Stubborn Stereotypes
The New York Times and New York Newsday each wrote profile pieces in the wake of the arrests. The results defied Hamill’s predictions. Instead of street thugs, reporters found that most of these kids attended decent schools and lived in stable homes with two working parents. Sheryl McCarthy and Nina Bernstein of New York Newsday wrote that Salaam attended Catholic school and was described as “not aggressive, very easy-going,” by his math tutor. Santana’s schoolmates at his alternative program said he was “his own person, a straight-up guy” who liked to draw. Antron McCray’s father was a mechanic, his mother a day-care worker. His Little League sponsor said he was a “very shy, very respectable kid.”

But oddly enough, the details of these kids’ nonviolent existences did little to derail conventional wisdom. Those who believed the boys were rapists saw these details as horrifying. Instead of casting doubt on their guilt, it made them seem even more evil. They had no excuses. No crack-addicted mothers. No blackboard jungle high schools.

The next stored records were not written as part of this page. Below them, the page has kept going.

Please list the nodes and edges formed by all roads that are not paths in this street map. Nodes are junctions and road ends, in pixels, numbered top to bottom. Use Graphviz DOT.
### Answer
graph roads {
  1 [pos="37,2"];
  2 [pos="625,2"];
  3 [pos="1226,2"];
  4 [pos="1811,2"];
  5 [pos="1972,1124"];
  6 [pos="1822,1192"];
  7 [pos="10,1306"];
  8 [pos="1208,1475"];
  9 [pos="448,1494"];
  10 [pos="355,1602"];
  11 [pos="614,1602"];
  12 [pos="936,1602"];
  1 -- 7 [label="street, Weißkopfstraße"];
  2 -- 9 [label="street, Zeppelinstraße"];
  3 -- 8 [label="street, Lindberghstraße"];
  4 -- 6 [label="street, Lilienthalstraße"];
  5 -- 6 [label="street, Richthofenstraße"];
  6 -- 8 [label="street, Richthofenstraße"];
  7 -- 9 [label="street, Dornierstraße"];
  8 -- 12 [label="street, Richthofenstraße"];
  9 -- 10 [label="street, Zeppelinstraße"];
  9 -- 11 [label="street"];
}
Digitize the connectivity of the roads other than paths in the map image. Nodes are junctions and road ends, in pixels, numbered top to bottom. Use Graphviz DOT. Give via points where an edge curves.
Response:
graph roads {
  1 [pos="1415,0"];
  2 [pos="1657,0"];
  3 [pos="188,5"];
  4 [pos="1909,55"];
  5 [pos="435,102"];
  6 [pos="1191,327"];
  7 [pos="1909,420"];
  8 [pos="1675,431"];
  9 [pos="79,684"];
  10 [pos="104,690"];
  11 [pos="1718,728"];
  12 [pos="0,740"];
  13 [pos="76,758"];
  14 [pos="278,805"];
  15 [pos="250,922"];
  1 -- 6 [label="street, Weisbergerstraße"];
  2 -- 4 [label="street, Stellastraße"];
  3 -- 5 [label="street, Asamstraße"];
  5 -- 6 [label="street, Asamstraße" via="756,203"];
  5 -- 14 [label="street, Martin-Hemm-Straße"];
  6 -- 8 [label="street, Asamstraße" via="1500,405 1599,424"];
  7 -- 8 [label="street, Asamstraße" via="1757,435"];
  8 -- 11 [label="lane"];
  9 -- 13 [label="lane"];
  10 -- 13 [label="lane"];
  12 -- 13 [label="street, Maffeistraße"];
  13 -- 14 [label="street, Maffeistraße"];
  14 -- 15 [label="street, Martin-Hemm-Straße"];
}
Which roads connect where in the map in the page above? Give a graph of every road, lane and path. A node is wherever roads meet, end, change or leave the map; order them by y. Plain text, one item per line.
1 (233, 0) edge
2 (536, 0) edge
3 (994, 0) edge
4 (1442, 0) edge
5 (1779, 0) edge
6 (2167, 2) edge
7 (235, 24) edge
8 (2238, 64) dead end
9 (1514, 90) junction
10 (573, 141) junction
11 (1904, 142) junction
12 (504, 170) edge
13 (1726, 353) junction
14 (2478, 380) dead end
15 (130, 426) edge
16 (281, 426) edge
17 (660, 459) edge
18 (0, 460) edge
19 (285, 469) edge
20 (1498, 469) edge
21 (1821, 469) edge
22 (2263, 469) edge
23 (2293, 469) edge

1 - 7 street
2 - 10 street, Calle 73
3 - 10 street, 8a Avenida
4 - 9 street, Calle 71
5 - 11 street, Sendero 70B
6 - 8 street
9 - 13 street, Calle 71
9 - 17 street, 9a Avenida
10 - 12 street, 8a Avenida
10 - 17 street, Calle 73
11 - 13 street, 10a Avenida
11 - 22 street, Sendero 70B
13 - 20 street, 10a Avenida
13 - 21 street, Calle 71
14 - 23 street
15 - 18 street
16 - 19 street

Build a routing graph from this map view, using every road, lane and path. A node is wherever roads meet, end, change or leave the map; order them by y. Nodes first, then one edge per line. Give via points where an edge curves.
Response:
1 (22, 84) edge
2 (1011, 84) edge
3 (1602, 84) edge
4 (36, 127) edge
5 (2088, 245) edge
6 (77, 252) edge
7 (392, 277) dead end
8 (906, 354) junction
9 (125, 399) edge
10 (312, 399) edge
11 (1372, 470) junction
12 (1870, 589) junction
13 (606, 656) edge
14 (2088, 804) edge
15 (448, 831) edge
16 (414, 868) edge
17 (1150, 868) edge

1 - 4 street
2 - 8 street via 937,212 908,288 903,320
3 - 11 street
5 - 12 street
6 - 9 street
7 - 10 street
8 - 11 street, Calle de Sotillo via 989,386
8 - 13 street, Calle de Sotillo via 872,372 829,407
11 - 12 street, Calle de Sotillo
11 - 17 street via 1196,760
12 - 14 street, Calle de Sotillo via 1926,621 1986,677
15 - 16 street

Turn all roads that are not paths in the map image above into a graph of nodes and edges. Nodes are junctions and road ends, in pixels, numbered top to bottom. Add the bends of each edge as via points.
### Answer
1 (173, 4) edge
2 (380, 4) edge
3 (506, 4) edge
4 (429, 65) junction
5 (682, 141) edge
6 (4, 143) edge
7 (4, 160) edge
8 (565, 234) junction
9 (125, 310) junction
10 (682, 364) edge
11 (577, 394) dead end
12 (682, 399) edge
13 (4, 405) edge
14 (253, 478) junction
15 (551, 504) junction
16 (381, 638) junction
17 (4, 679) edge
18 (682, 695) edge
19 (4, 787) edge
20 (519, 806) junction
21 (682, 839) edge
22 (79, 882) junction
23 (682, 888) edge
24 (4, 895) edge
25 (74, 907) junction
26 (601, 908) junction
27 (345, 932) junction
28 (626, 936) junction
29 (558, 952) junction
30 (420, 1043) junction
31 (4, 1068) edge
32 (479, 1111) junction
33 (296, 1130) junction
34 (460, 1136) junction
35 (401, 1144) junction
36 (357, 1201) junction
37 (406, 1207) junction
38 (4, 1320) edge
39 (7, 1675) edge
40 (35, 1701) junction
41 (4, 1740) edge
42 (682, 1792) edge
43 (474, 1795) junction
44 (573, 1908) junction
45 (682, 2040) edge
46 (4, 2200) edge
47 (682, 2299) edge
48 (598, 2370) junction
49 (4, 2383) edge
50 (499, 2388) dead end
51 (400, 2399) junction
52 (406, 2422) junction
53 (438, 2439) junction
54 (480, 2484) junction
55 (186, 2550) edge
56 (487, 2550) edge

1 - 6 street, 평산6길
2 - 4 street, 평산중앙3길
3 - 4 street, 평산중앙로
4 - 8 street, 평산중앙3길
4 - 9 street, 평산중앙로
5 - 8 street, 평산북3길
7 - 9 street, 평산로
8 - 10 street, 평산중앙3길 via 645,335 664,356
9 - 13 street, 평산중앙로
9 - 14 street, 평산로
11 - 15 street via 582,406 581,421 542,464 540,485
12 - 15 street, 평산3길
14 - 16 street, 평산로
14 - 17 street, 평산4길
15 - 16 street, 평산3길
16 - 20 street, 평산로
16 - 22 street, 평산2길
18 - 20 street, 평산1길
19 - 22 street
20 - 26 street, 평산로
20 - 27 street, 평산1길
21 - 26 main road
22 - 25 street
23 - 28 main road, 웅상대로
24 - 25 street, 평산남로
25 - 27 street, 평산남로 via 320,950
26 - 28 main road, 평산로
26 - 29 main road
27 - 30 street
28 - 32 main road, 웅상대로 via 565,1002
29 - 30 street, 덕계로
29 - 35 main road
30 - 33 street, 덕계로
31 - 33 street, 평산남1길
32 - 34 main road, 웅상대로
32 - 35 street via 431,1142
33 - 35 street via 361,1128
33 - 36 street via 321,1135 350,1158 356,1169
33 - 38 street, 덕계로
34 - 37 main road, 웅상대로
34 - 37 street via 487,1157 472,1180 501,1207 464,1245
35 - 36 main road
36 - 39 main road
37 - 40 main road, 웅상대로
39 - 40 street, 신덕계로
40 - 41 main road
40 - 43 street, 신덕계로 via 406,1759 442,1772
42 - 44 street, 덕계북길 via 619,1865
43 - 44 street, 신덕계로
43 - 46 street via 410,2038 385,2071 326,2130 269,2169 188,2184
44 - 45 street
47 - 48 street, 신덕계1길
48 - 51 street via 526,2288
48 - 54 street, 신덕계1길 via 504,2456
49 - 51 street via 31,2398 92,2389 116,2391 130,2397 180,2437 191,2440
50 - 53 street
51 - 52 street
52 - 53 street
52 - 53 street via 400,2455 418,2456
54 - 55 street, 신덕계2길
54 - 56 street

The more common treatment was to disparage the suspects. In a Daily News column, Bob Herbert, one of the few black reporters covering the case, made fun of both the boys’ appearance and their lack of cash during the first trial. Herbert, now a columnist for the Times, caricatured them as “teenage mutants.” He described sixteen-year-old McCray as a “wimpish pipsqueak” in June of 1990. He pointed out that Salaam wore two pistachio-colored socks and Santana, by then fifteen, apparently could afford neither bail nor a sports jacket. In his Dec. 9, 2002, New York Times column, Herbert called the original jogger case coverage “racist” and “way, way over the top.” He cast blame on the authorities, on the violent climate and on a “dopey defense strategy,” yet did not detail his personal contribution as a compliant reporter.

Journalism remains a subjective craft. Editors may be more skeptical of authority today, but they do not all believe the Harlem boys were railroaded by a frenzied press and a zealous prosecution. The Daily News, which first published the Matias Reyes confession, followed its own scoop with a series of stories that played down its importance. One piece quoted anonymous medical examiners as saying the injuries to the jogger were far too extensive for one man to have acted alone. Another quoted one of the detectives defending the investigation, claiming that cops working in separate groups could not have pulled off multiple false confessions. “It’s clear to me that for the most part the police bent over backwards to insure they followed proper juvenile procedures,” says Barbara Ross, who covers Manhattan criminal court for the Daily News. Ross was poring through 4,600 pages of the pre-trial hearings, preparing a story as Morgenthau was deciding whether to set aside the convictions. “It’s hard to believe these confessions are not real,” she says.

Jim Dwyer at the Times was coming to a different conclusion by reading 15,000 pages of the same documents. He broke the story on Oct. 5 that Reyes had raped a woman two days earlier in the same area of the park, a case that had gone unreported to the defense in 1989. He also reported that the Harlem boys had consistently maintained their innocence in jail even though it cost them earlier parole chances. (Parole boards are lenient to convicts who show remorse.) His coverage helped shape an Oct. 16 Times editorial that argued: “The hysteria that surrounded the case may have contributed to a grave injustice.”

Both Ross and Dwyer would agree that the media can no longer ignore the importance of understanding juveniles and the policies that govern them in this changing world. More children are standing trial in adult courtrooms now than at any time in our nation’s history. This requires a vigilant press to report from behind the interrogation doors, to inform beyond the shrill screams for revenge. Because the wolf pack, now as in 1989, can be the media.

LynNell Hancock, a former reporter for The Village Voice, the Daily News, and Newsweek, teaches journalism at Columbia. She is the author of Hands to Work: the Stories of Three Families Racing the Welfare Clock, out in paperback this month.